Si Marie a adopté cette formule, c’est aussi pour la sécurité qu’offre la consultation à distance, car elle s’est parfois sentie menacée dans des cabinets par des patients à qui elle refusait un arrêt ou une prescription : « Derrière l’écran au moins, je ne redoute pas l’agression. » Un autre avantage, selon elle, réside dans le fait de ne pas trop s’investir vis-à-vis des patients : « Ne pas gérer mon propre cabinet allège ma charge mentale, je ne vois les patients qu’une seule fois, je n’ai pas à les suivre et leurs problèmes ne me poursuivent pas quand je suis en congés. »

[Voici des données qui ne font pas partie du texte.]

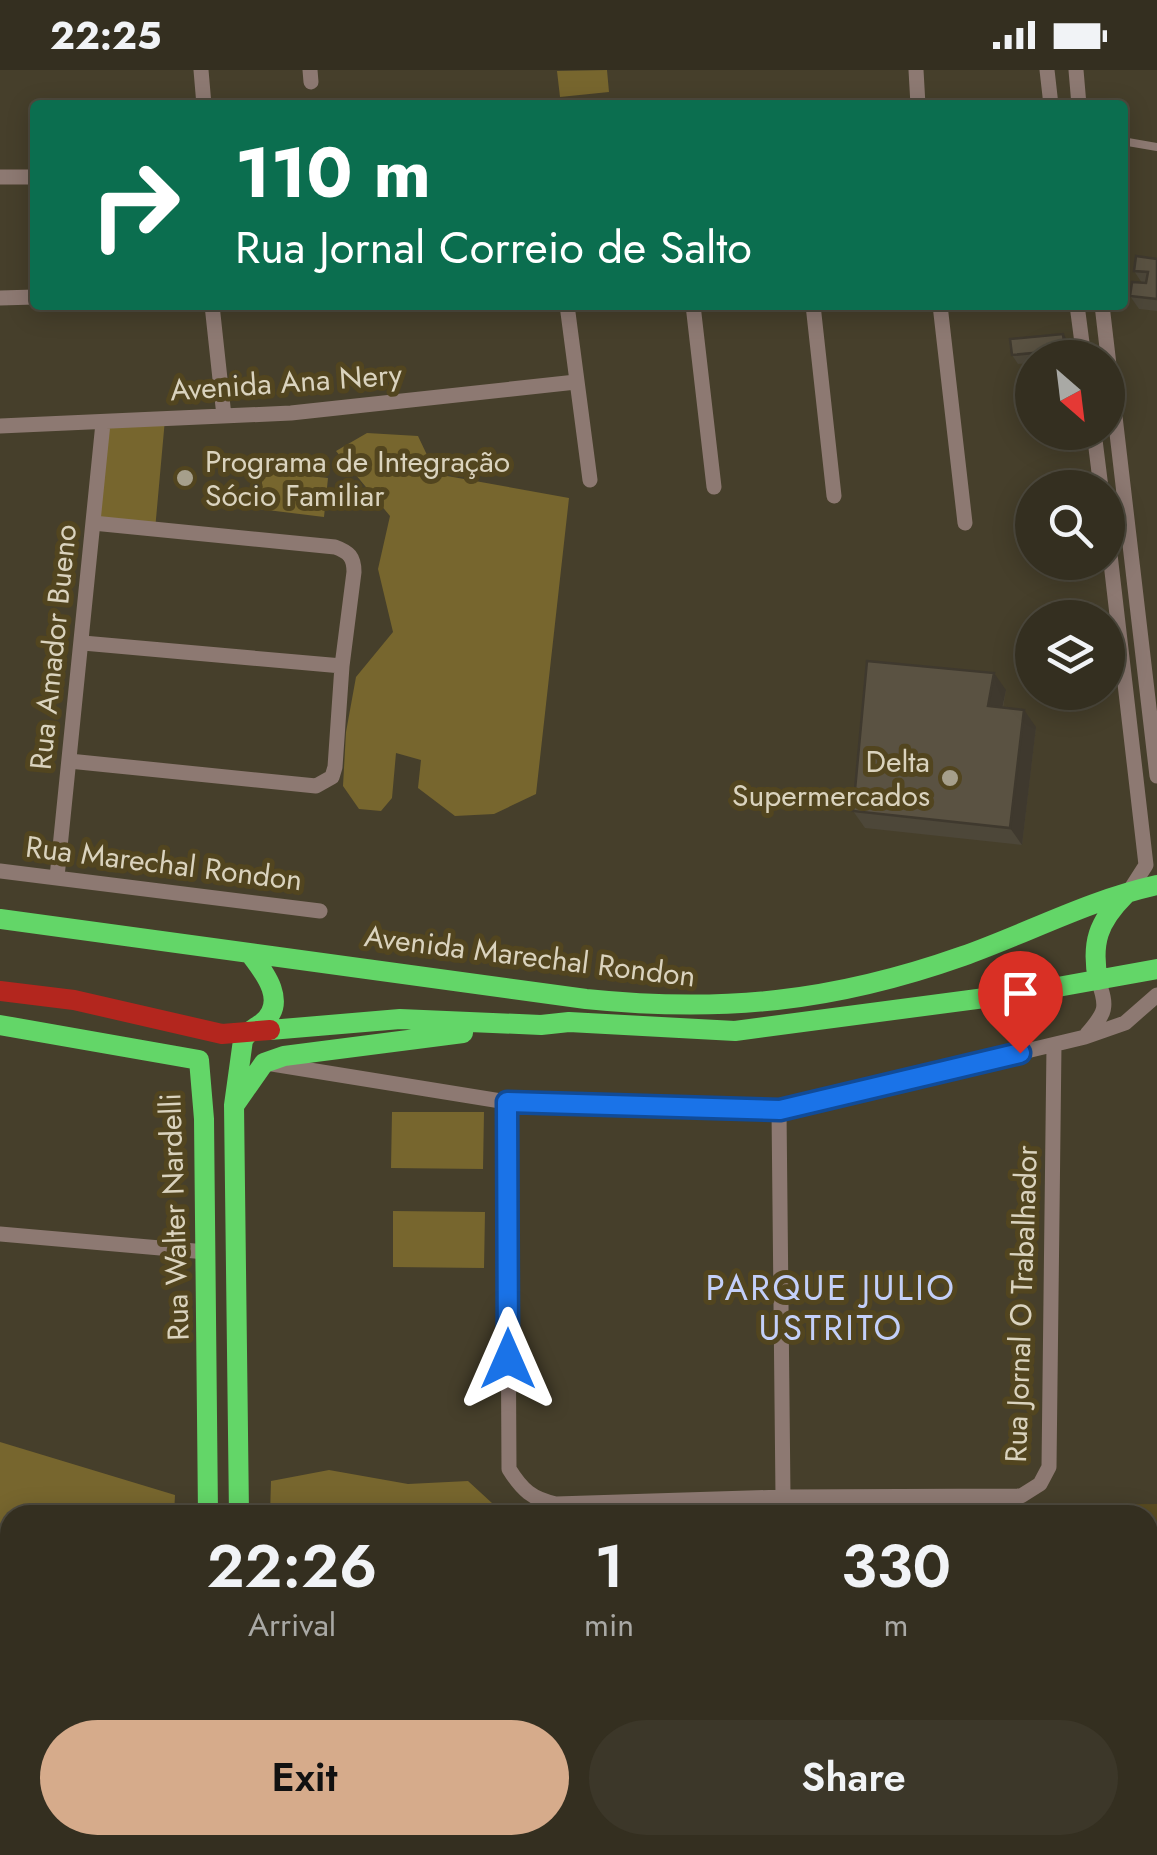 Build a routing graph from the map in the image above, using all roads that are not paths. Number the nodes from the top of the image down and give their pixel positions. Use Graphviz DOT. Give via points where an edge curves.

Pour les deux professionnels, cette prise de distance vis-à-vis de l’exercice traditionnel résulte aussi d’un regard très sombre porté sur le statut de médecin en France. Richard a passé plus de dix ans à l’hôpital en métropole et dit avoir souffert de conditions de travail difficiles et d’un manque de reconnaissance financière. Marie juge aussi que « le médecin traitant n’est pas respecté » par les pouvoirs publics, qui, dit-elle, paient mal : « 26,50 euros la consultation, c’est une insulte à la fonction et à mes compétences. » Par les patients, aussi, qui « viennent parfois chez nous faire leurs courses de médicaments, comme ils iraient au supermarché ».